- Founded: 1965
- Founder: Larry Finley
- Status: defunct
- Genre: various
- Country of origin: United States
- Location: 663-5th Ave., New York 10022, United States

= International Tape Cartridge Corporation =

The International Tape Cartridge Corporation (I.T.C.C.) was an organization that was founded by Larry Finley in 1965. Most of their product was releases in 4-track and 8-track cartridge formats.

==Background==
The International Tape Cartridge Corporation was formed by Larry Finley in 1965 for the purpose of licensing record label product for duplication of cartridges and distribution.

As of mid-1968, 58% of the company was owned by Dextra Corp.

One of the label's subsidiaries was Itco Stereo Records that was formed in 1969. The vice-president in charge of the label was James Tyrell.

The company was located at 663-5th Ave., New York 10022.
==History==
By 1966, the organization had about 1,500 selections on 4-track and 8-track formats in its catalogue from about 50 labels.

In May 1968 James J. Elkins joined International Tape Cartridge Corporation as the executive vice-president. He also became the vice-president of Dextra Corp.

It was reported in the 31 May 1969 issue of Billboard that International Tape Cartridge Corp. vice president Paul Adams said that a budget line of cartridges, Pallisade cartridges would be presented on 1 July at a national sales meeting in Nashville. A range of soul and country music would be among the twenty-five cartridges. Also in the summer, the corporation would be engaging in a big promotion for Little Darlin' Records which would involve the LP record, 8-track cartridge, cassette, and reel-to-reel formats.

It was reported in the 27 July 1968 issue of Billboard that Larry Finley had resigned from his role at International Tape Cartridge Corporation and formed a new company, North American Leisure Corporation. Due to Finley's resignation, James J. Elkins had been promoted to the position of president of the organization.

==Subsidiaries==
===Itco Stereo Records===
It was reported in the 28 October 1967 issue of Billboard that Danny Thomas was on the International Tape Cartridge Corporation roster. A series of releases had begun with six cartridges of lush orchestral music that he was to select. According to ITCC president Larry Finley, the series "Danny Thomas Presents the Satin Strings" would be in both 8-track and 4-track formats would be in stores in a month's time. Releases on reel to reel would be available in the near future. On such example was "Danny Thomas Presents the Satin Strings", It's Easy to Remember on Itco Stereo Records L-98-2100.
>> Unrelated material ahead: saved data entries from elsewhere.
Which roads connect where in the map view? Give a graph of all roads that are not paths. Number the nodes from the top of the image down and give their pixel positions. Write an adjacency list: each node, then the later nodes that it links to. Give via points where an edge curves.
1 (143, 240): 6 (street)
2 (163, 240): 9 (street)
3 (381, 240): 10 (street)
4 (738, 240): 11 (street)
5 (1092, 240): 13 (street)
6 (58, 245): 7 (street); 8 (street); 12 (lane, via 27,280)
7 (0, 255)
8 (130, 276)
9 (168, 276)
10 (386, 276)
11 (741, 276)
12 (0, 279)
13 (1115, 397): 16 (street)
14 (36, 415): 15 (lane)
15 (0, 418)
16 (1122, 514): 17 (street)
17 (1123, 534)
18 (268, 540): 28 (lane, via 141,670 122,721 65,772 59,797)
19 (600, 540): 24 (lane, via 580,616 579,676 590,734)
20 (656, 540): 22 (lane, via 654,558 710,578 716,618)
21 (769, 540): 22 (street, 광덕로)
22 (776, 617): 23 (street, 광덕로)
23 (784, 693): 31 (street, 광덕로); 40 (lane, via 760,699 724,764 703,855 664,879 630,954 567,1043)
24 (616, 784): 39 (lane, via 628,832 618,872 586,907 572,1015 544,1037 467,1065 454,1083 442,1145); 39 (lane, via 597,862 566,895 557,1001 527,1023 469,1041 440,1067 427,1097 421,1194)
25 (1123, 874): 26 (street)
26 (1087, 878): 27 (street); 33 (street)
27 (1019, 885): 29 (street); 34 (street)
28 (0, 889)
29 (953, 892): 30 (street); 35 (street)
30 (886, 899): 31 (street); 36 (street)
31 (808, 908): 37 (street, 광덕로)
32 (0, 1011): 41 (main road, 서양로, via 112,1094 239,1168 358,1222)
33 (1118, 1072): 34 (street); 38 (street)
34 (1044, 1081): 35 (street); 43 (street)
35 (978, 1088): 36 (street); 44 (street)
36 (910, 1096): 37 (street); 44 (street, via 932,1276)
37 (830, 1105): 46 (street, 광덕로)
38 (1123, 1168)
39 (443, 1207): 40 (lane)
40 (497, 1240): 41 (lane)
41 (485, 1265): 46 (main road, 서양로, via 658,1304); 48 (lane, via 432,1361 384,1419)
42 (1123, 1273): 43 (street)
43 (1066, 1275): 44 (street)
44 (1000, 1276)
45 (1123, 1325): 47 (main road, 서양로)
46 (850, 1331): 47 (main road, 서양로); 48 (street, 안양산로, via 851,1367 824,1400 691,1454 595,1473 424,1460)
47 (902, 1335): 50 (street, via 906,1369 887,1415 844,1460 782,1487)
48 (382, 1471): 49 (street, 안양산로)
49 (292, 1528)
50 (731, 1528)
It was reported in the 26 July 1969 issue of Record World that Itco was off to a very good start with the release of the Hair album by Aquarian Age which was like the cast performance. In about a week, a song from the album, "'Easy to Be Hard" was to be released as a single. A girl who performed a solo on the track was noticed by the show's composer Galt MacDermot who "flipped" as a result. According to label vice-president Jimmy Tyrell, they were trying to get her signed. They had a single out by the Brass Ring, "Theme from Last Summer" from the film Last Summer. An album by the group containing the song was to be released on 15 August. According to Tyrell, they were in the pop or "good music" bag and trying to get on the racks what would appeal to impulse buying.

It was announced in the 13 September 1969 issue of Cash Box that the new ITCC subsidiary had signed Eddie Fisher to their roster.

Keanya Collins recorded her version of Lesley Gore's "You Don't Own Me". Backed with "As Much Yours as He Is Mine", it was released on Itco 103. It was given a good review in the 13 September 1969 issue of Cash Box. It made the Billboard Soul chart, peaking at No. 42. Also in 1969, Aurora Borealis, a 9-piece musical ensemble worked with producers Robert Martin and John Driscoll and recorded the single, "Smiles and Kisses" / "You", which was released on Itco Stereo Records SS 107 in 1969.